▸ Task directions
An exact copy of the data below is needed; please leave out any pictures.

[Extracted data entries]
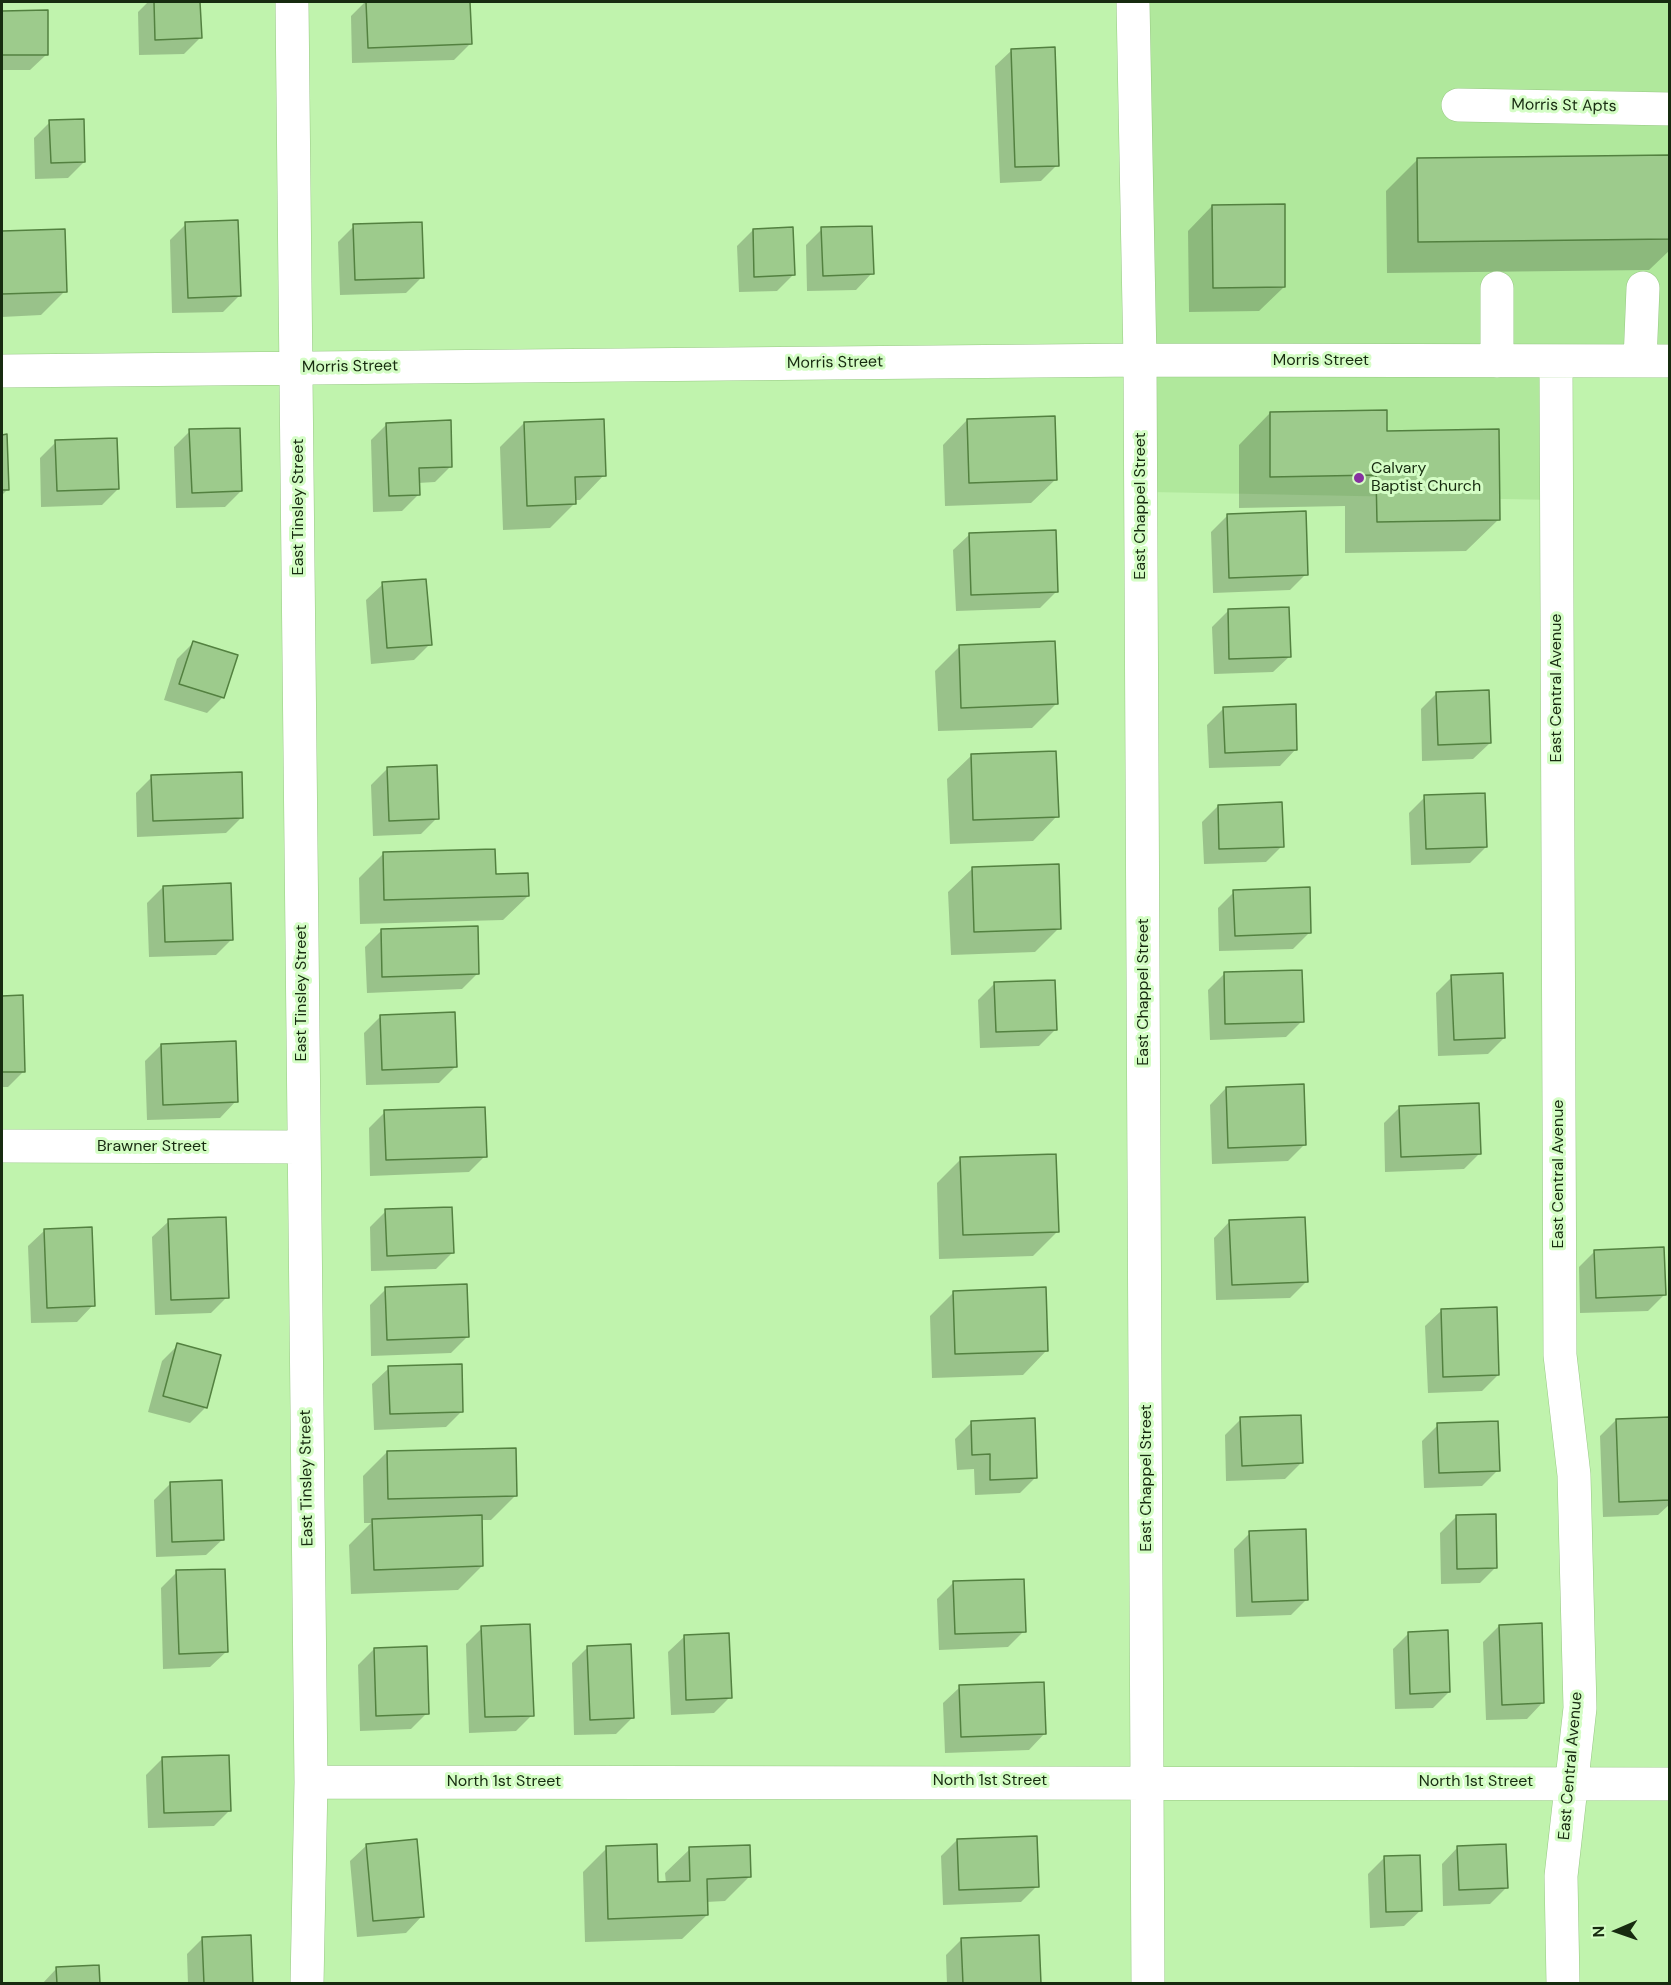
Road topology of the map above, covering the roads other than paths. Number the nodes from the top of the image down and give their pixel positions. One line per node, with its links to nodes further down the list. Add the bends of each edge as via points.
1 (292, 2): 11 (street, East Tinsley Street)
2 (1133, 2): 7 (street, East Chappel Street)
3 (1458, 105): 4 (street, Morris St Apts)
4 (1670, 109)
5 (1497, 288): 9 (street)
6 (1643, 288): 8 (street)
7 (1140, 360): 9 (street, Morris Street); 11 (street, Morris Street); 15 (street, East Chappel Street)
8 (1655, 361): 10 (street, Morris Street)
9 (1497, 362): 10 (street, Morris Street)
10 (1556, 362): 17 (street, East Central Avenue, via 1560,1355 1574,1475 1580,1708)
11 (298, 368): 12 (street, Morris Street); 14 (street, East Tinsley Street)
12 (2, 371)
13 (2, 1146): 14 (street, Brawner Street)
14 (303, 1147): 16 (street, East Tinsley Street)
15 (1148, 1781): 16 (street, North 1st Street); 17 (street, North 1st Street); 20 (street, East Chappel Street)
16 (311, 1782): 19 (street, East Tinsley Street)
17 (1570, 1783): 18 (street, North 1st Street); 21 (street, East Central Avenue, via 1561,1876)
18 (1670, 1784)
19 (307, 1983)
20 (1148, 1983)
21 (1563, 1983)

▸ Response area
Road topology of the map above, covering the roads other than paths. Number the nodes from the top of the image down and give their pixel positions. One line per node, with its links to nodes further down the list. Add the bends of each edge as via points.
1 (292, 2): 11 (street, East Tinsley Street)
2 (1133, 2): 7 (street, East Chappel Street)
3 (1458, 105): 4 (street, Morris St Apts)
4 (1670, 109)
5 (1497, 288): 9 (street)
6 (1643, 288): 8 (street)
7 (1140, 360): 9 (street, Morris Street); 11 (street, Morris Street); 15 (street, East Chappel Street)
8 (1655, 361): 10 (street, Morris Street)
9 (1497, 362): 10 (street, Morris Street)
10 (1556, 362): 17 (street, East Central Avenue, via 1560,1355 1574,1475 1580,1708)
11 (298, 368): 12 (street, Morris Street); 14 (street, East Tinsley Street)
12 (2, 371)
13 (2, 1146): 14 (street, Brawner Street)
14 (303, 1147): 16 (street, East Tinsley Street)
15 (1148, 1781): 16 (street, North 1st Street); 17 (street, North 1st Street); 20 (street, East Chappel Street)
16 (311, 1782): 19 (street, East Tinsley Street)
17 (1570, 1783): 18 (street, North 1st Street); 21 (street, East Central Avenue, via 1561,1876)
18 (1670, 1784)
19 (307, 1983)
20 (1148, 1983)
21 (1563, 1983)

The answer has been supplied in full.